Prompt
What is needed here is every line of the records that includes "list".

START Data to examine

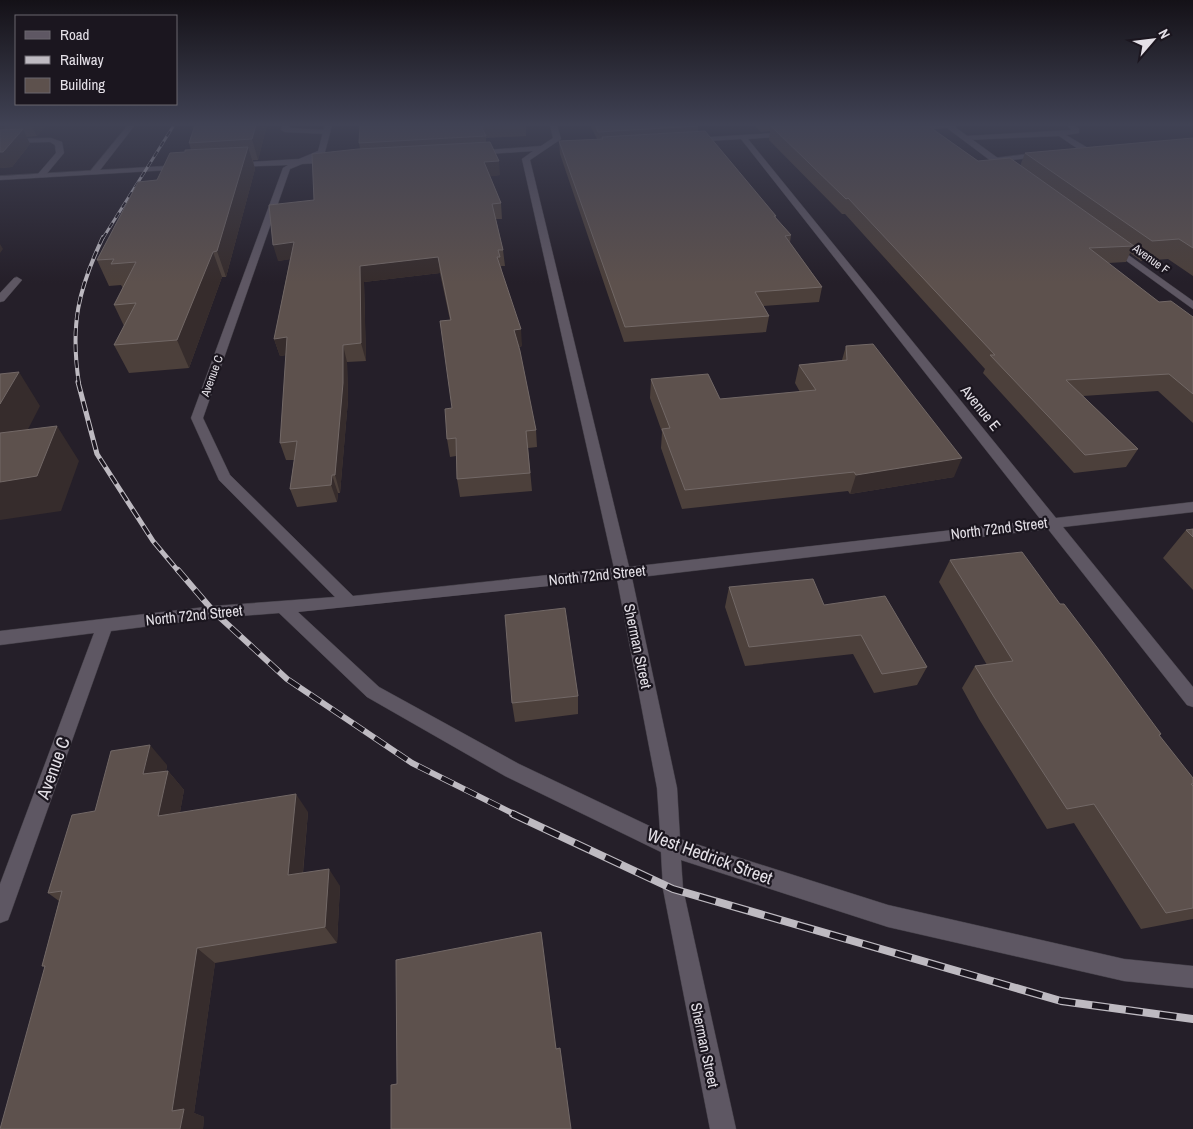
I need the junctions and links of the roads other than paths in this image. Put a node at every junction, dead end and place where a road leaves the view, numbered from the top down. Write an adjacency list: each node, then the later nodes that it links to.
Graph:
1 (284, 178): 11 (street, Avenue C)
2 (530, 178): 10 (street, Sherman Street)
3 (775, 178): 9 (street, Avenue E)
4 (1106, 241): 7 (street, Avenue F)
5 (17, 280): 6 (street)
6 (0, 299)
7 (1193, 306)
8 (1193, 507): 9 (street, North 72nd Street)
9 (1052, 522): 10 (street, North 72nd Street); 15 (street, Avenue E)
10 (623, 573): 11 (street, North 72nd Street); 16 (street, Sherman Street)
11 (350, 602): 12 (street, North 72nd Street)
12 (284, 607): 13 (street, North 72nd Street); 16 (street, West Hedrick Street)
13 (105, 625): 14 (street, North 72nd Street); 17 (street, Avenue C)
14 (0, 638)
15 (1193, 700)
16 (670, 846): 18 (street, West Hedrick Street); 19 (street, Sherman Street)
17 (0, 912)
18 (1193, 977)
19 (723, 1129)

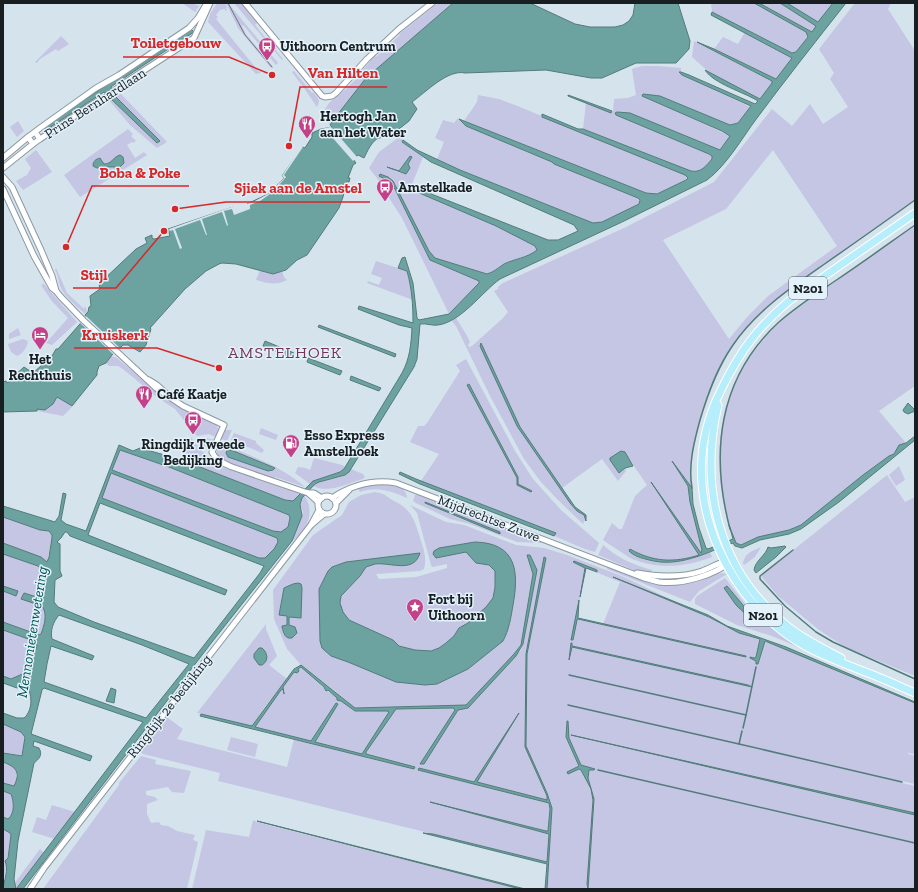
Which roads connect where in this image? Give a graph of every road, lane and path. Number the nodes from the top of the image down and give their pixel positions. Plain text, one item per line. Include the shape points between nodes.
1 (207, 3) edge
2 (210, 3) edge
3 (245, 3) edge
4 (432, 3) edge
5 (200, 19) junction
6 (35, 132) junction
7 (28, 137) junction
8 (40, 139) junction
9 (33, 144) junction
10 (3, 158) edge
11 (3, 168) edge
12 (3, 177) edge
13 (3, 189) edge
14 (915, 213) edge
15 (56, 291) junction
16 (723, 386) junction
17 (350, 489) junction
18 (332, 498) junction
19 (320, 500) junction
20 (336, 503) junction
21 (322, 512) junction
22 (733, 560) junction
23 (725, 564) junction
24 (867, 673) junction
25 (915, 693) edge
26 (30, 889) edge

1 - 5 street
2 - 5 street
3 - 4 street via 325,97 336,93 367,59
5 - 6 street
5 - 8 street, Prins Bernhardlaan via 194,38
6 - 7 street
6 - 8 street
7 - 9 street
7 - 10 street
8 - 9 street, Prins Bernhardlaan
9 - 11 street, Prins Bernhardlaan
12 - 15 street via 12,187 52,276
13 - 15 street via 34,256
14 - 16 main road, N201 via 777,311 749,341
15 - 19 street via 67,305 156,388 173,400 224,425 212,452 217,459 302,490
16 - 22 main road, N201 via 712,436 711,469 715,511
16 - 23 main road, N201 via 707,428 702,463 706,507
17 - 18 street, Mijdrechtse Zuwe
17 - 20 street, Mijdrechtse Zuwe
17 - 23 street, Mijdrechtse Zuwe via 371,482 396,483 660,582 678,582 706,574
18 - 19 street via 327,496
18 - 20 street
19 - 21 street
20 - 21 street via 336,510 331,514
21 - 26 street, Ringdijk 2e bedijking
22 - 23 street, Mijdrechtse Zuwe
22 - 24 main road, N201 via 757,596 786,625 808,641
23 - 24 main road, N201 via 754,606 781,631 812,650
24 - 25 main road, N201

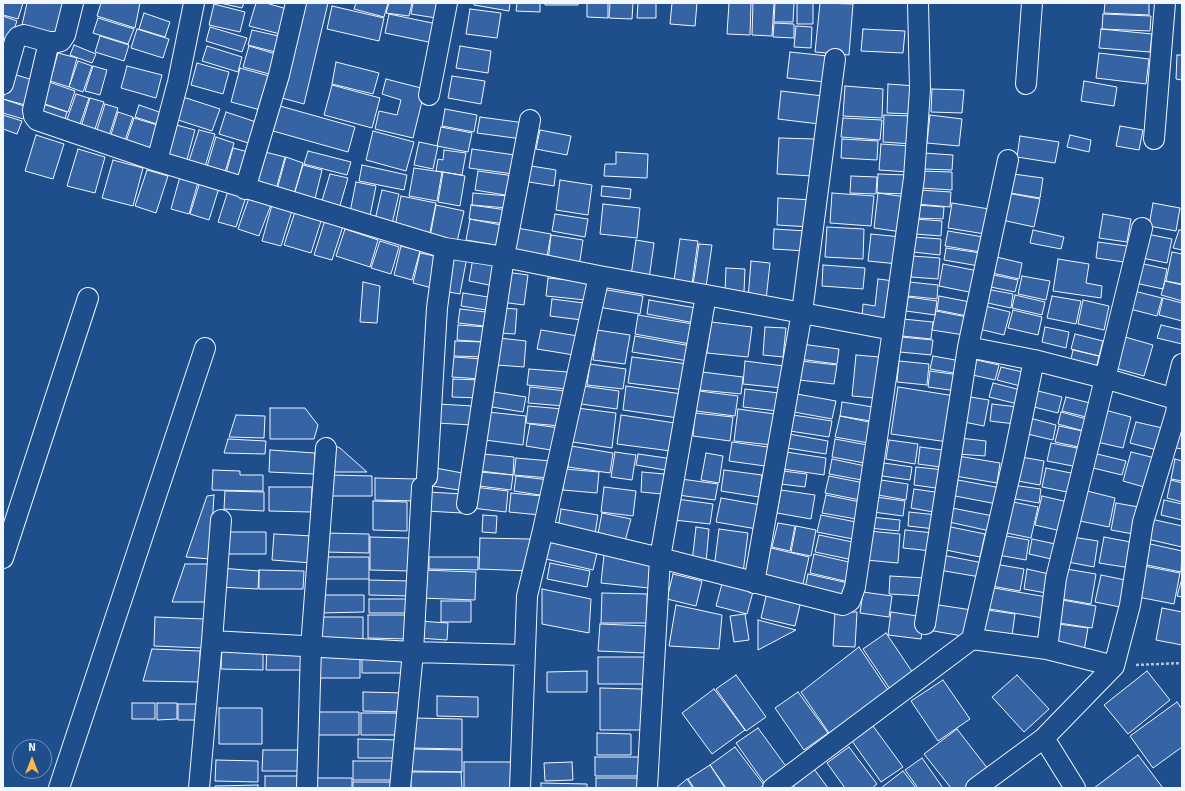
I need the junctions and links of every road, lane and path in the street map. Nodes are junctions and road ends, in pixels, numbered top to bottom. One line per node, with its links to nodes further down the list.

END Data to examine

Response
I need the junctions and links of the roads other than paths in this image. Put a node at every junction, dead end and place where a road leaves the view, numbered from the top down. Write an adjacency list: each node, then the later nodes that it links to.
I need the junctions and links of every road, lane and path in the street map. Nodes are junctions and road ends, in pixels, numbered top to bottom. One line per node, with its links to nodes further down the list.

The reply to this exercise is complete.